Spotlight on Diabetes Awareness Month:


November 19, 2020

What You Need to Know About Diabetes and Vision Health


New York, NY—Did you know that diabetes can be detected through an eye exam? Because diabetes affects the blood vessels, the eyes are unique in that it is the only place in our body that we can see blood vessels without surgery, explains Dr. Shelby Leach, assistant clinical professor at SUNY College of Optometry.

“As optometrists, we may detect a change in the vessels found in the back of the eye that will lead us to ask the patient if he or she has diabetes or high blood pressure,” says Dr. Leach, who is a primary care provider at the Barbara Saltzman Center for Pediatric Eye Care at the University Eye Center (UEC). “The hope is that the patient has been already diagnosed, but frequently it is the first sign of a problem.”

According to the Centers for Disease Control, over 30 million people of all ages have diabetes, including 7.3 million undiagnosed patients. The issue is most prevalent among racial/ethnic minorities, particularly Black and Hispanic. For those living with diabetes, it is especially critical to monitor for diabetic eye disease. These conditions include:

  • Cataracts—a condition when the lens of the eye is clouded.
  • Glaucoma—a group of diseases that damage the optic nerve and can cause vision loss and blindness.
  • Diabetic retinopathy—the most common diabetic eye disease when high blood sugar causes vessels in the retina to swell and leak, distorting vision. It is a leading cause of blindness among adults ages 20 to 74. There are often no symptoms in the early stages and only noticed when it begins to impact vision.

“If your blood sugar is out of control, the lens inside your eye can change shape and fluctuate vision. It can also happen when a patient is placed on a strict insulin regimen to regulate blood sugar. But this is often because the blood sugar is getting under control and vision is normalizing,” says Dr. Leach. Other signs include spots that appear to float across your field of vision caused by the bleeding, flashes in the field of vision, and fluid in the macula (called diabetic macular edema) that causes blurred vision.

How is diabetic eye disease diagnosed? A general comprehensive eye examination includes the dilation, or widening, of the pupils using drops to see if bleeding or new vessels are growing, indicates Dr. Leach. Your eye doctor may also test the pressure inside your eye, use optical coherence tomography to grab images of the tissues inside your eye, or perform a fluorescein angiogram to identify damaged blood vessels. “Using imaging we can take a photo of the back of the eye to detect changes in the vessels which can show the start of diabetes.”
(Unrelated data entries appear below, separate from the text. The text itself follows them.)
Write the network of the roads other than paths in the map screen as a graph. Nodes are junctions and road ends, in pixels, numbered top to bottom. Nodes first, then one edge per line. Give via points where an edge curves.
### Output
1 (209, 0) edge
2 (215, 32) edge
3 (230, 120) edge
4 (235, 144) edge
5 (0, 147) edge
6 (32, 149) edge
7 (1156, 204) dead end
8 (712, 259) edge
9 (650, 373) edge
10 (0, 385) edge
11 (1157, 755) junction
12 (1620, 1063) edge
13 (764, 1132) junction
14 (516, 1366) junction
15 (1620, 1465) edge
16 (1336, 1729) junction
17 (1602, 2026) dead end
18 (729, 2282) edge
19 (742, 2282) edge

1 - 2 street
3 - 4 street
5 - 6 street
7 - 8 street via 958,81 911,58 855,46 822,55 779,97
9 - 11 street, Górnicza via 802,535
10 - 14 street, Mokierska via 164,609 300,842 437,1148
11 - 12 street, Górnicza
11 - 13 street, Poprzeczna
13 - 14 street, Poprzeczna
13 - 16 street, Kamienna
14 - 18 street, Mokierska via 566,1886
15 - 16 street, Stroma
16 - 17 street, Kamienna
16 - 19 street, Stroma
Those with early stages of diabetic eye disease need to have exams more frequently, and people with diabetes who become pregnant should have an exam immediately. Keeping your diabetes under control is also vital, stresses Dr. Leach. Patients should also take medications as prescribed, maintain a healthy weight, exercise daily, control blood pressure and cholesterol, and don’t smoke. “It is important for patients with diabetes to keep their blood sugar level under control and know their numbers upon visiting the optometrist. This information can help your eye doctor to determine why there are changes in vision or vision loss and coordinate care with your primary physician,” she adds.

In fact, early detection and subsequent treatment reduce the risk of blindness by 95 percent. That is why people with diabetes need to have regular comprehensive eye exams at least annually.

“I was diagnosed with diabetes about ten years ago and visit the University Eye Center each year to make sure that my eyes stay healthy. I’ve had few issues or adjustments to my prescription,” says patient Jack Zuckerman, a certified public accountant and resident of Long Island. He has served as a clinical study volunteer at the UEC. “There are always new ways to treat illnesses. As a teaching and research facility, the Center at SUNY Optometry is at the cutting edge [of care] and are experts in the field. I know I’m in good hands.”

For more information about diabetic eye care and other specialized services at the University Eye Center, visit www.sunyopt.edu or call 212-938-4001. Referrals are also accepted and welcomed.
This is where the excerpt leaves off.